**DESCRIPTION OF THE TASK**:
When you reply, transcribe every line of the data below exactly.

**GIVEN INFORMATION**:
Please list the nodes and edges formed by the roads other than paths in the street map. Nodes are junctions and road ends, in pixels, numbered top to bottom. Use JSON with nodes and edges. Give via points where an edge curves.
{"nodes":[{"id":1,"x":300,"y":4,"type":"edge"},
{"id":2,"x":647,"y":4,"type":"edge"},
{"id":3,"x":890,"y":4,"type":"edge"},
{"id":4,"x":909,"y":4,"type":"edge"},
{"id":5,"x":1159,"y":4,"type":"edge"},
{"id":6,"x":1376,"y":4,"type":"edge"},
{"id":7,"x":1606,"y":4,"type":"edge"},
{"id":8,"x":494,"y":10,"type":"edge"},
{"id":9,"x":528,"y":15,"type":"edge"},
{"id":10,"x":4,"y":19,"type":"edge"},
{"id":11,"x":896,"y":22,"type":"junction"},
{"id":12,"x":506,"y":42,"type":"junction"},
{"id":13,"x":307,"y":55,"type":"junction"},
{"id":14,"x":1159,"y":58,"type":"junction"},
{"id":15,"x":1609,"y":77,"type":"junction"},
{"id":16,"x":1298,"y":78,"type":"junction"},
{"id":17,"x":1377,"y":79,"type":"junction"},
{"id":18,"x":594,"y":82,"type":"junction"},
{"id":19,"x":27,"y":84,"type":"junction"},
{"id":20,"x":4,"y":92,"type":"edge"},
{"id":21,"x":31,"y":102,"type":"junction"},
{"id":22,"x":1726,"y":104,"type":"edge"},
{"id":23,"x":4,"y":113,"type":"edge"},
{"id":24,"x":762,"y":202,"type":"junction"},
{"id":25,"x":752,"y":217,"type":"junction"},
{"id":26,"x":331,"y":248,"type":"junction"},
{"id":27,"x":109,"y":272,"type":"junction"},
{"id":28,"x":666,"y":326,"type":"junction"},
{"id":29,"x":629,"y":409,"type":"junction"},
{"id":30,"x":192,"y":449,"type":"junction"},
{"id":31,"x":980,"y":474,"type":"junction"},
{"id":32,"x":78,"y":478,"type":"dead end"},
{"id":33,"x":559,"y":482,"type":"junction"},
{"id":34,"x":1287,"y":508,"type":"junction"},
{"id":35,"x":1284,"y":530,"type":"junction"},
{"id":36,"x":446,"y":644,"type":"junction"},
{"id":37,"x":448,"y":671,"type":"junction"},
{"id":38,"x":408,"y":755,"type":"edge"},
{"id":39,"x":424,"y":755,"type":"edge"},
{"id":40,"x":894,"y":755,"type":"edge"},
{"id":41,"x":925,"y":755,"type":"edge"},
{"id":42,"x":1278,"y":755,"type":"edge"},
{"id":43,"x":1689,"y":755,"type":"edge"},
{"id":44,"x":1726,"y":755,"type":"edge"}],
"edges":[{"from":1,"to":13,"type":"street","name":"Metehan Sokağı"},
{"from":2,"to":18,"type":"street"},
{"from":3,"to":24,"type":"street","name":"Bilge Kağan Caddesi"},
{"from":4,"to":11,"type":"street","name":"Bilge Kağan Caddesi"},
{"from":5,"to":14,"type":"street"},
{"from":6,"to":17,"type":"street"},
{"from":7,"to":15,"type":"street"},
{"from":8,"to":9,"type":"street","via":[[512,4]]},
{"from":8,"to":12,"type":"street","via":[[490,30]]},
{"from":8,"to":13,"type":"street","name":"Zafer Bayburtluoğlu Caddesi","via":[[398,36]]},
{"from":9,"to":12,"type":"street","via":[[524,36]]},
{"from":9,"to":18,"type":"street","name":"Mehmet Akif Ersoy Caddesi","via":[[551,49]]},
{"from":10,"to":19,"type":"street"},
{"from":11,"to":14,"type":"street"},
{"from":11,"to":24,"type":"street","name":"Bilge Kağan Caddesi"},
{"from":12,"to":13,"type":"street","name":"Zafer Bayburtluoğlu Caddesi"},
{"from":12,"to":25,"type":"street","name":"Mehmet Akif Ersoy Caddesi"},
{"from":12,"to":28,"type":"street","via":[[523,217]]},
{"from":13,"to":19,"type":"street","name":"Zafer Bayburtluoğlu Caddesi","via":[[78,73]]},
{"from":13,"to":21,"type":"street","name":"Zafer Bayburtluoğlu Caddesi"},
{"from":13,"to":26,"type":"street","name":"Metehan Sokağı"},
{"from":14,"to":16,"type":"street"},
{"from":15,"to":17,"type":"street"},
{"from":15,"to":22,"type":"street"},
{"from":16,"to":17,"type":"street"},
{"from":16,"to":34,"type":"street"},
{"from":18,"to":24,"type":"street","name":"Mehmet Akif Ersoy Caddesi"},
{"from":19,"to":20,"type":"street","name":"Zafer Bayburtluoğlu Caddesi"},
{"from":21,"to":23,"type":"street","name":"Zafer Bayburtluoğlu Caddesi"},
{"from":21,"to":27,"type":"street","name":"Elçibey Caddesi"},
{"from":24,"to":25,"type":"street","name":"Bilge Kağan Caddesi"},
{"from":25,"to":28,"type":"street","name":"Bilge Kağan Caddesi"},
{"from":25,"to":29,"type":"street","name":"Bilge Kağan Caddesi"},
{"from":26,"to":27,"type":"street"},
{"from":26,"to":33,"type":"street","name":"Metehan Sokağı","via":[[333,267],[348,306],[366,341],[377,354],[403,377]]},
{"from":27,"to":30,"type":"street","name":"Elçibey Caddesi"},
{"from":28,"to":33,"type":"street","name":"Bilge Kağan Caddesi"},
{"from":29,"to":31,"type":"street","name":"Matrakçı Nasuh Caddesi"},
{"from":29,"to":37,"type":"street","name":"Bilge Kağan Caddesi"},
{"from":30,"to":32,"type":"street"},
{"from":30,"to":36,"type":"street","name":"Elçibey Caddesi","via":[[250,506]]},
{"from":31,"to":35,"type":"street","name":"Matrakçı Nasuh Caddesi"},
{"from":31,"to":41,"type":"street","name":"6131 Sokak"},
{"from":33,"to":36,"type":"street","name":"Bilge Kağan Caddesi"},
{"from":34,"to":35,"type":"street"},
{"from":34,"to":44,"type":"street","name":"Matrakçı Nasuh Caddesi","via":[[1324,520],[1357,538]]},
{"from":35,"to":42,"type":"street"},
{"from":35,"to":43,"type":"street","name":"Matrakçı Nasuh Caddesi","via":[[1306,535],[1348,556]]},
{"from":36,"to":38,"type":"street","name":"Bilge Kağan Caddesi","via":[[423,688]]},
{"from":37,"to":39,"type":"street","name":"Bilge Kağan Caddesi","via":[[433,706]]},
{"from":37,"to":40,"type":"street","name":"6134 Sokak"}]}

**TASK RESULT**:
Please list the nodes and edges formed by the roads other than paths in the street map. Nodes are junctions and road ends, in pixels, numbered top to bottom. Use JSON with nodes and edges. Give via points where an edge curves.
{"nodes":[{"id":1,"x":300,"y":4,"type":"edge"},
{"id":2,"x":647,"y":4,"type":"edge"},
{"id":3,"x":890,"y":4,"type":"edge"},
{"id":4,"x":909,"y":4,"type":"edge"},
{"id":5,"x":1159,"y":4,"type":"edge"},
{"id":6,"x":1376,"y":4,"type":"edge"},
{"id":7,"x":1606,"y":4,"type":"edge"},
{"id":8,"x":494,"y":10,"type":"edge"},
{"id":9,"x":528,"y":15,"type":"edge"},
{"id":10,"x":4,"y":19,"type":"edge"},
{"id":11,"x":896,"y":22,"type":"junction"},
{"id":12,"x":506,"y":42,"type":"junction"},
{"id":13,"x":307,"y":55,"type":"junction"},
{"id":14,"x":1159,"y":58,"type":"junction"},
{"id":15,"x":1609,"y":77,"type":"junction"},
{"id":16,"x":1298,"y":78,"type":"junction"},
{"id":17,"x":1377,"y":79,"type":"junction"},
{"id":18,"x":594,"y":82,"type":"junction"},
{"id":19,"x":27,"y":84,"type":"junction"},
{"id":20,"x":4,"y":92,"type":"edge"},
{"id":21,"x":31,"y":102,"type":"junction"},
{"id":22,"x":1726,"y":104,"type":"edge"},
{"id":23,"x":4,"y":113,"type":"edge"},
{"id":24,"x":762,"y":202,"type":"junction"},
{"id":25,"x":752,"y":217,"type":"junction"},
{"id":26,"x":331,"y":248,"type":"junction"},
{"id":27,"x":109,"y":272,"type":"junction"},
{"id":28,"x":666,"y":326,"type":"junction"},
{"id":29,"x":629,"y":409,"type":"junction"},
{"id":30,"x":192,"y":449,"type":"junction"},
{"id":31,"x":980,"y":474,"type":"junction"},
{"id":32,"x":78,"y":478,"type":"dead end"},
{"id":33,"x":559,"y":482,"type":"junction"},
{"id":34,"x":1287,"y":508,"type":"junction"},
{"id":35,"x":1284,"y":530,"type":"junction"},
{"id":36,"x":446,"y":644,"type":"junction"},
{"id":37,"x":448,"y":671,"type":"junction"},
{"id":38,"x":408,"y":755,"type":"edge"},
{"id":39,"x":424,"y":755,"type":"edge"},
{"id":40,"x":894,"y":755,"type":"edge"},
{"id":41,"x":925,"y":755,"type":"edge"},
{"id":42,"x":1278,"y":755,"type":"edge"},
{"id":43,"x":1689,"y":755,"type":"edge"},
{"id":44,"x":1726,"y":755,"type":"edge"}],
"edges":[{"from":1,"to":13,"type":"street","name":"Metehan Sokağı"},
{"from":2,"to":18,"type":"street"},
{"from":3,"to":24,"type":"street","name":"Bilge Kağan Caddesi"},
{"from":4,"to":11,"type":"street","name":"Bilge Kağan Caddesi"},
{"from":5,"to":14,"type":"street"},
{"from":6,"to":17,"type":"street"},
{"from":7,"to":15,"type":"street"},
{"from":8,"to":9,"type":"street","via":[[512,4]]},
{"from":8,"to":12,"type":"street","via":[[490,30]]},
{"from":8,"to":13,"type":"street","name":"Zafer Bayburtluoğlu Caddesi","via":[[398,36]]},
{"from":9,"to":12,"type":"street","via":[[524,36]]},
{"from":9,"to":18,"type":"street","name":"Mehmet Akif Ersoy Caddesi","via":[[551,49]]},
{"from":10,"to":19,"type":"street"},
{"from":11,"to":14,"type":"street"},
{"from":11,"to":24,"type":"street","name":"Bilge Kağan Caddesi"},
{"from":12,"to":13,"type":"street","name":"Zafer Bayburtluoğlu Caddesi"},
{"from":12,"to":25,"type":"street","name":"Mehmet Akif Ersoy Caddesi"},
{"from":12,"to":28,"type":"street","via":[[523,217]]},
{"from":13,"to":19,"type":"street","name":"Zafer Bayburtluoğlu Caddesi","via":[[78,73]]},
{"from":13,"to":21,"type":"street","name":"Zafer Bayburtluoğlu Caddesi"},
{"from":13,"to":26,"type":"street","name":"Metehan Sokağı"},
{"from":14,"to":16,"type":"street"},
{"from":15,"to":17,"type":"street"},
{"from":15,"to":22,"type":"street"},
{"from":16,"to":17,"type":"street"},
{"from":16,"to":34,"type":"street"},
{"from":18,"to":24,"type":"street","name":"Mehmet Akif Ersoy Caddesi"},
{"from":19,"to":20,"type":"street","name":"Zafer Bayburtluoğlu Caddesi"},
{"from":21,"to":23,"type":"street","name":"Zafer Bayburtluoğlu Caddesi"},
{"from":21,"to":27,"type":"street","name":"Elçibey Caddesi"},
{"from":24,"to":25,"type":"street","name":"Bilge Kağan Caddesi"},
{"from":25,"to":28,"type":"street","name":"Bilge Kağan Caddesi"},
{"from":25,"to":29,"type":"street","name":"Bilge Kağan Caddesi"},
{"from":26,"to":27,"type":"street"},
{"from":26,"to":33,"type":"street","name":"Metehan Sokağı","via":[[333,267],[348,306],[366,341],[377,354],[403,377]]},
{"from":27,"to":30,"type":"street","name":"Elçibey Caddesi"},
{"from":28,"to":33,"type":"street","name":"Bilge Kağan Caddesi"},
{"from":29,"to":31,"type":"street","name":"Matrakçı Nasuh Caddesi"},
{"from":29,"to":37,"type":"street","name":"Bilge Kağan Caddesi"},
{"from":30,"to":32,"type":"street"},
{"from":30,"to":36,"type":"street","name":"Elçibey Caddesi","via":[[250,506]]},
{"from":31,"to":35,"type":"street","name":"Matrakçı Nasuh Caddesi"},
{"from":31,"to":41,"type":"street","name":"6131 Sokak"},
{"from":33,"to":36,"type":"street","name":"Bilge Kağan Caddesi"},
{"from":34,"to":35,"type":"street"},
{"from":34,"to":44,"type":"street","name":"Matrakçı Nasuh Caddesi","via":[[1324,520],[1357,538]]},
{"from":35,"to":42,"type":"street"},
{"from":35,"to":43,"type":"street","name":"Matrakçı Nasuh Caddesi","via":[[1306,535],[1348,556]]},
{"from":36,"to":38,"type":"street","name":"Bilge Kağan Caddesi","via":[[423,688]]},
{"from":37,"to":39,"type":"street","name":"Bilge Kağan Caddesi","via":[[433,706]]},
{"from":37,"to":40,"type":"street","name":"6134 Sokak"}]}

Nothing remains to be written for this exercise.